Placement Information

Placement Process
One critical factor for restful learning is the proper placement of students. If you are unsure which level is the best fit for your student, reach out to the instructor you are considering. Once registered, anticipate contact regarding placement evaluations from instructors by May 15th and throughout the summer. Students must be registered to enter the placement process. Early placement exams may allow time for tutoring or additional review based on the outcomes. See more about placement evaluations in our Student-Parent Handbook.

Math Placement Process
For registered students, please anticipate contact regarding placement evaluations from instructors by May 15th and throughout the summer. Students must be registered in a math course to receive a placement assessment. Math classes have a detailed and specific placement process.
Read more about the math placement process here.

Watch the math placement process video with our department chair, Dr. Fransell Riley, here.

See the Math Scope and Sequence here.

Algebra I serves as the foundation for all future mathematics and science courses. Students continue to study equations, but the focus shifts to solving nonlinear equations (exponential and quadratic). Students begin their study of functions and understand them to be an abstract, algebraic generalization of the relationship between variables. Students will learn about function families and algebraic transformations. They will student the following function families: linear, absolute value, piece-wise, exponential, and quadratic. They will develop 21st-century skills in analyzing data by studying measures of spread and various ways to summarize data.

Students will develop and practice problem-solving skills by working on challenging problems, including competition-level problems. Students will delve into the history of Algebra and participate in philosophical discussions of the course content. 

They will complete portfolio projects that deepen their understanding of the concepts, appreciate the role of mathematics in God’s creation, and lead them to explore real-world applications of mathematics. Throughout the course, students will be led to see mathematics as a tool to solve real-world problems. They will practice problem-solving through their study of HOT (Higher-Order-Thinking) Problems.

The teaching of a new concept opens with a brief review of previously covered content. This review connects the previous lesson to the current lesson. The premise of the current lesson is presented via a question or idea. The students now have a puzzle or idea that they want to explore. As we delve deeper into answering the question at hand, we begin to discover the new mathematical concept. We use our prior knowledge and intuition to uncover a new truth about mathematics. Once this truth has been uncovered, we begin to work examples; first as a class and then as individuals or in groups. As our understanding of the concept deepens, we extend our knowledge base to include specific cases or situations that lead to minor adjustments in the truth that we have uncovered – thus expanding the truth.
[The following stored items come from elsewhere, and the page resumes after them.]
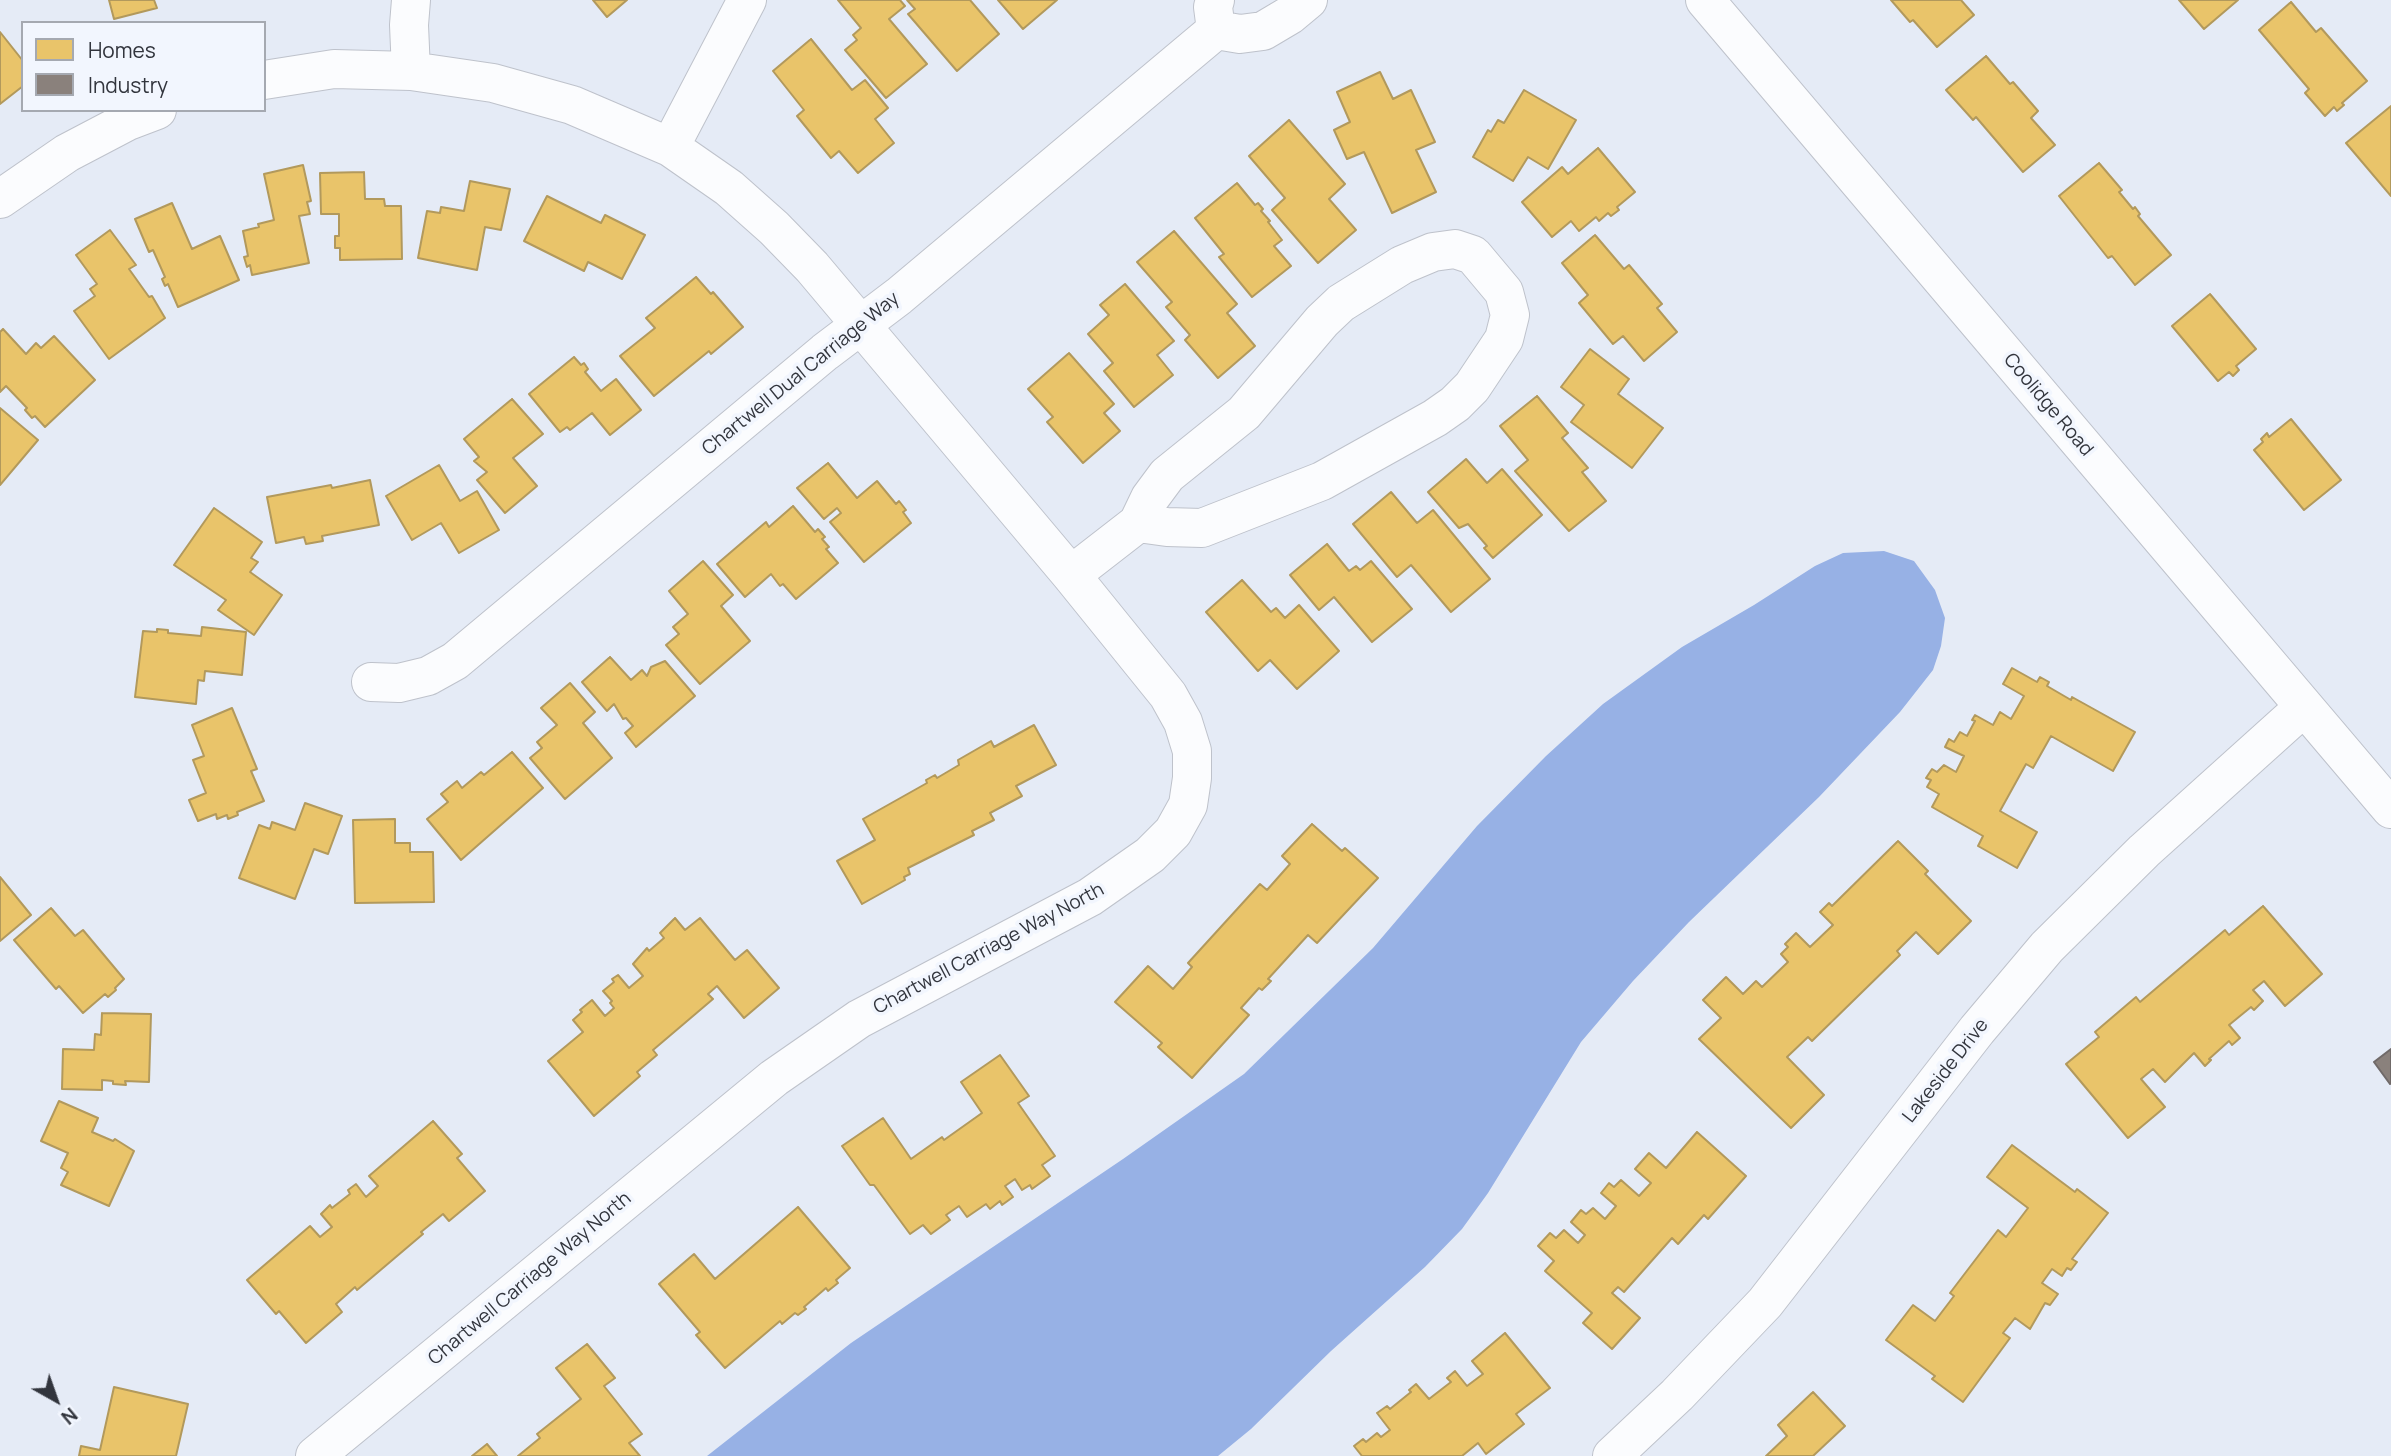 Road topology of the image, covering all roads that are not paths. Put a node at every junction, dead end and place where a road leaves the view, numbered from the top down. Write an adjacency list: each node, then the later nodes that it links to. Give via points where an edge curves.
1 (411, 0): 6 (street)
2 (747, 0): 9 (street)
3 (1308, 0): 5 (street, Chartwell Dual Carriage Way, via 1263,31 1240,34)
4 (1704, 0): 15 (street, Coolidge Road)
5 (1215, 15): 11 (street, Chartwell Dual Carriage Way)
6 (411, 71): 7 (street, Chartwell Carriage Way North, via 334,69); 9 (street, Chartwell Carriage Way North, via 493,83 572,106)
7 (266, 80)
8 (152, 112): 10 (street, via 67,153)
9 (670, 148): 11 (street, Chartwell Carriage Way North, via 729,188 774,228)
10 (0, 199)
11 (862, 326): 13 (street, Chartwell Carriage Way North); 14 (street, Chartwell Dual Carriage Way, via 455,661 428,676)
12 (1138, 523): 12 (street, via 1202,528 1322,481 1435,418 1472,387 1504,340 1510,315 1504,292 1473,255 1455,249 1402,265 1321,321 1244,414 1167,475); 13 (street)
13 (1071, 575): 18 (street, Chartwell Carriage Way North, via 1168,695 1183,722 1192,751 1192,778 1188,805 1173,832 1150,855 1090,897 859,1019 784,1070)
14 (371, 682)
15 (2304, 707): 16 (street, Coolidge Road); 19 (street, Lakeside Drive, via 2144,851 2047,947 1765,1303)
16 (2378, 769): 17 (street, Coolidge Road)
17 (2391, 809)
18 (315, 1456)
19 (1612, 1456)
We use a variety of methods to uncover new truths. The most frequent method is a Socratic-style discussion that the entire class participates in. A discussion takes place that reveals the relevance of this truth in our mathematical studies or our daily lives (real-life application). 

Each teacher has a unique presentation style in delivering the aforementioned experience. Sometimes the teacher leads the discussion using questions; following the example set by Socrates.. Sometimes a problem is presented and the students take the lead in finding a solution based on extending previous knowledge. Sometimes students participate in a hands-on activity to discover new truths. Sometimes a short lecture or presentation is required, however, we aim to minimize lecturing, especially before high school. 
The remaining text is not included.